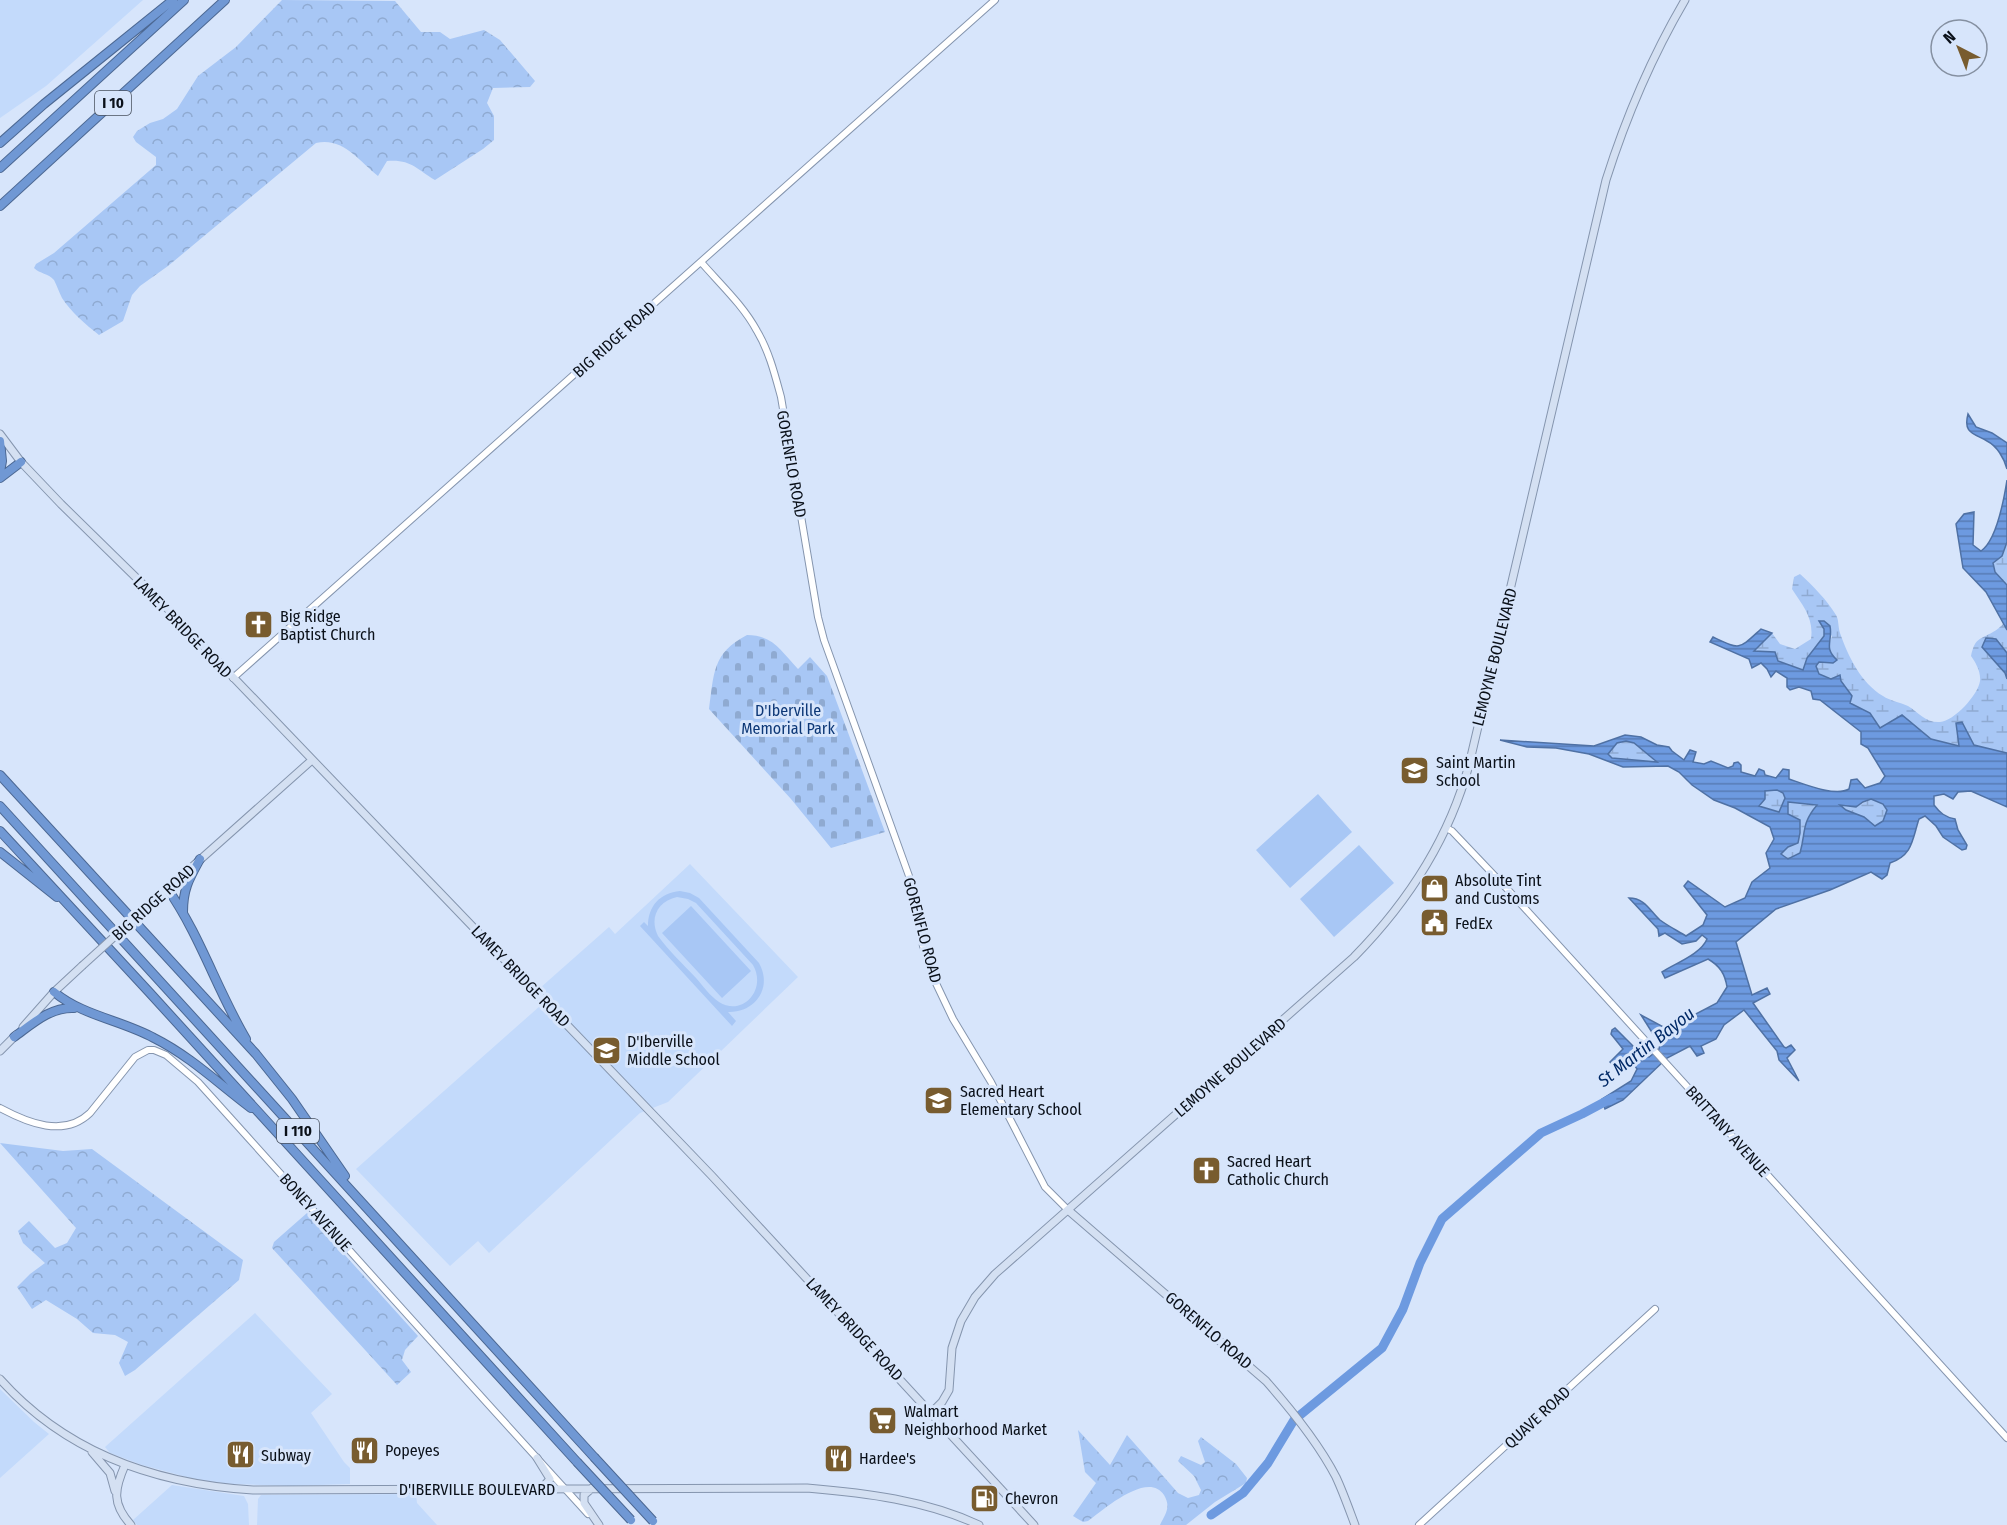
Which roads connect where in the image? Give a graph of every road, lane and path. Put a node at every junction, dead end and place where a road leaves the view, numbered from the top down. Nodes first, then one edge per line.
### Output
1 (173, 0) edge
2 (184, 0) edge
3 (225, 0) edge
4 (995, 0) edge
5 (1685, 0) edge
6 (44, 104) junction
7 (0, 135) edge
8 (0, 143) edge
9 (0, 168) edge
10 (0, 206) edge
11 (701, 262) junction
12 (0, 434) edge
13 (0, 441) edge
14 (21, 462) junction
15 (0, 472) edge
16 (0, 478) edge
17 (233, 678) junction
18 (312, 760) junction
19 (0, 775) edge
20 (0, 806) edge
21 (1446, 828) junction
22 (0, 831) edge
23 (0, 852) edge
24 (200, 859) junction
25 (167, 888) junction
26 (183, 912) junction
27 (78, 915) junction
28 (54, 992) junction
29 (78, 1008) junction
30 (14, 1037) junction
31 (0, 1051) edge
32 (256, 1054) junction
33 (0, 1108) edge
34 (269, 1122) junction
35 (363, 1201) junction
36 (1068, 1210) junction
37 (1655, 1309) dead end
38 (0, 1379) edge
39 (932, 1413) junction
40 (2007, 1438) edge
41 (89, 1448) junction
42 (537, 1458) junction
43 (125, 1465) junction
44 (592, 1488) junction
45 (541, 1489) junction
46 (565, 1489) junction
47 (116, 1494) junction
48 (633, 1522) edge
49 (655, 1523) edge
50 (131, 1525) edge
51 (599, 1525) edge
52 (979, 1525) edge
53 (1034, 1525) edge
54 (1355, 1525) edge
55 (1419, 1525) edge

1 - 6 highway
2 - 9 highway, I 10
3 - 10 highway, I 10
4 - 11 street, BIG RIDGE ROAD
5 - 21 main road, LEMOYNE BOULEVARD
6 - 7 highway
6 - 8 highway
11 - 17 street, BIG RIDGE ROAD
11 - 36 street, GORENFLO ROAD
12 - 14 main road, LAMEY BRIDGE ROAD
13 - 15 highway
14 - 16 highway
14 - 17 main road, LAMEY BRIDGE ROAD
17 - 18 main road, LAMEY BRIDGE ROAD
18 - 24 main road, BIG RIDGE ROAD
18 - 39 main road, LAMEY BRIDGE ROAD
19 - 32 highway
20 - 35 highway, I 110
21 - 36 main road, LEMOYNE BOULEVARD
21 - 40 street, BRITTANY AVENUE
22 - 27 highway, I 110
23 - 27 highway
24 - 25 main road, BIG RIDGE ROAD
24 - 26 highway
25 - 26 highway
25 - 28 main road, BIG RIDGE ROAD, bridge
26 - 32 highway
27 - 34 highway, I 110
28 - 29 highway
28 - 30 main road, BIG RIDGE ROAD
29 - 30 highway
29 - 34 highway
30 - 31 main road, BIG RIDGE ROAD
32 - 35 highway
33 - 42 street, BONEY AVENUE
34 - 48 highway, I 110, bridge
35 - 49 highway, I 110, bridge
36 - 39 main road, LEMOYNE BOULEVARD
36 - 54 main road, GORENFLO ROAD
37 - 55 street, QUAVE ROAD
38 - 41 main road, D'IBERVILLE BOULEVARD
39 - 53 main road, LAMEY BRIDGE ROAD
41 - 43 main road, D'IBERVILLE BOULEVARD
41 - 47 main road
42 - 45 main road
42 - 46 street, BONEY AVENUE
43 - 45 main road, D'IBERVILLE BOULEVARD
43 - 47 main road
44 - 46 main road, D'IBERVILLE BOULEVARD
44 - 51 main road
44 - 52 main road, D'IBERVILLE BOULEVARD
45 - 46 main road, D'IBERVILLE BOULEVARD
46 - 51 street, BONEY AVENUE
47 - 50 main road

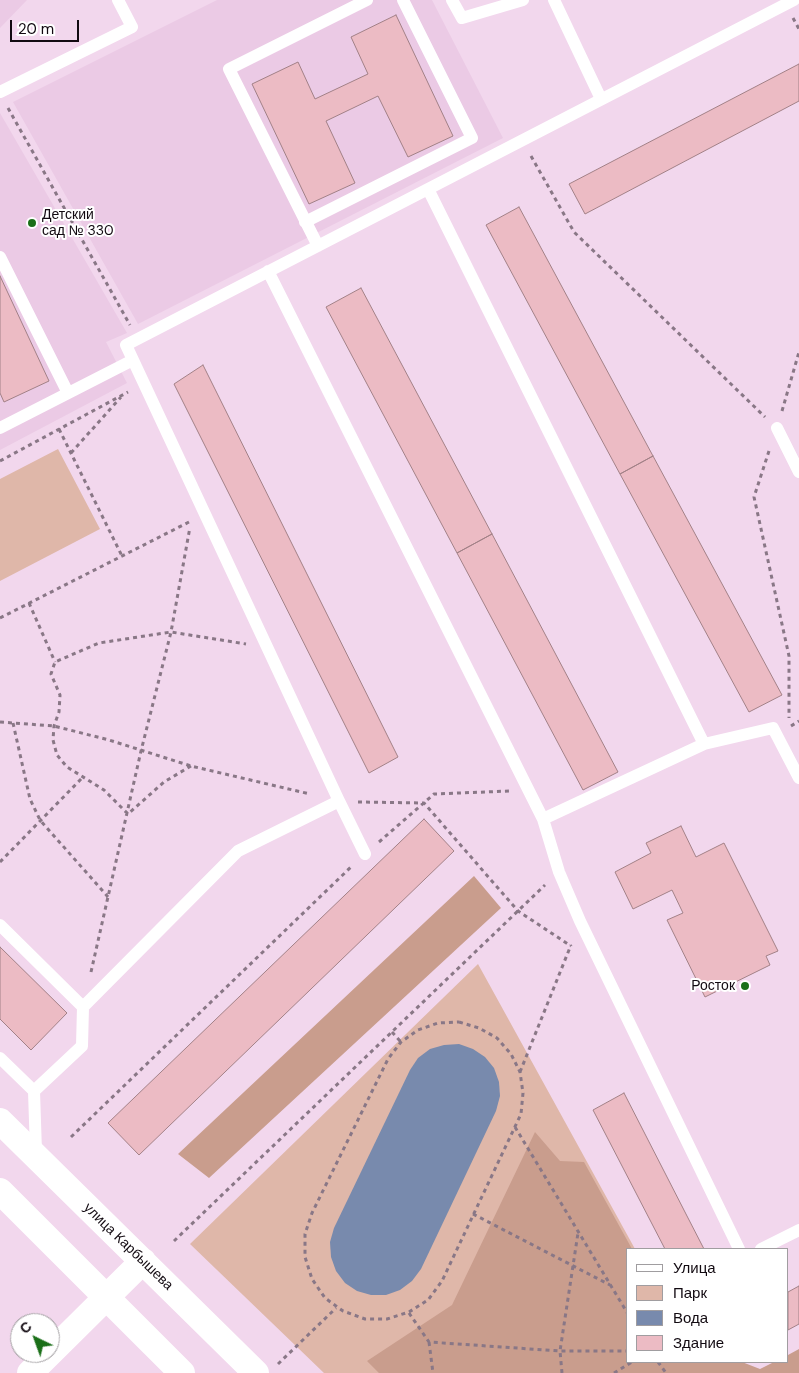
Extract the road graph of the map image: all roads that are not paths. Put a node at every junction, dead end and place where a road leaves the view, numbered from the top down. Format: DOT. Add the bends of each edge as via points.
graph roads {
  1 [pos="118,0"];
  2 [pos="367,0"];
  3 [pos="402,0"];
  4 [pos="452,0"];
  5 [pos="524,0"];
  6 [pos="554,0"];
  7 [pos="788,2"];
  8 [pos="2,98"];
  9 [pos="601,99"];
  10 [pos="428,189"];
  11 [pos="305,222"];
  12 [pos="318,246"];
  13 [pos="0,257"];
  14 [pos="268,271"];
  15 [pos="133,360"];
  16 [pos="68,393"];
  17 [pos="0,428"];
  18 [pos="777,428"];
  19 [pos="799,472"];
  20 [pos="704,744"];
  21 [pos="799,778"];
  22 [pos="339,802"];
  23 [pos="543,819"];
  24 [pos="365,854"];
  25 [pos="0,925"];
  26 [pos="83,1007"];
  27 [pos="0,1058"];
  28 [pos="34,1091"];
  29 [pos="0,1122"];
  30 [pos="36,1157"];
  31 [pos="1,1194"];
  32 [pos="799,1230"];
  33 [pos="738,1248"];
  34 [pos="763,1248"];
  35 [pos="143,1261"];
  36 [pos="108,1298"];
  37 [pos="266,1370"];
  38 [pos="30,1373"];
  39 [pos="182,1373"];
  1 -- 8 [label="lane" via="132,27"];
  2 -- 11 [label="lane" via="229,69"];
  3 -- 11 [label="lane" via="472,138"];
  4 -- 5 [label="lane" via="462,18"];
  6 -- 9 [label="lane"];
  7 -- 9 [label="lane"];
  9 -- 10 [label="lane"];
  10 -- 12 [label="lane"];
  10 -- 20 [label="lane"];
  11 -- 12 [label="lane"];
  12 -- 14 [label="lane"];
  13 -- 16 [label="lane"];
  14 -- 15 [label="lane" via="126,345"];
  14 -- 23 [label="lane"];
  15 -- 16 [label="lane"];
  15 -- 22 [label="lane"];
  16 -- 17 [label="lane"];
  18 -- 19 [label="lane"];
  20 -- 21 [label="lane" via="773,728"];
  20 -- 23 [label="lane"];
  22 -- 24 [label="lane"];
  22 -- 26 [label="lane" via="238,851"];
  23 -- 33 [label="lane" via="559,872 580,921"];
  25 -- 26 [label="lane"];
  26 -- 28 [label="lane" via="82,1046"];
  27 -- 28 [label="lane"];
  28 -- 30 [label="lane"];
  29 -- 30 [label="street, улица Карбышева"];
  30 -- 35 [label="street, улица Карбышева"];
  31 -- 36 [label="street"];
  32 -- 34 [label="lane"];
  35 -- 36 [label="street"];
  35 -- 37 [label="street, улица Карбышева"];
  36 -- 38 [label="street"];
  36 -- 39 [label="street"];
}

____________________

## ACTIVITY
Looking over the records, find each line with the word "улица" and copy it.

## OUTPUT OF THE TASK
  29 -- 30 [label="street, улица Карбышева"];
  30 -- 35 [label="street, улица Карбышева"];
  35 -- 37 [label="street, улица Карбышева"];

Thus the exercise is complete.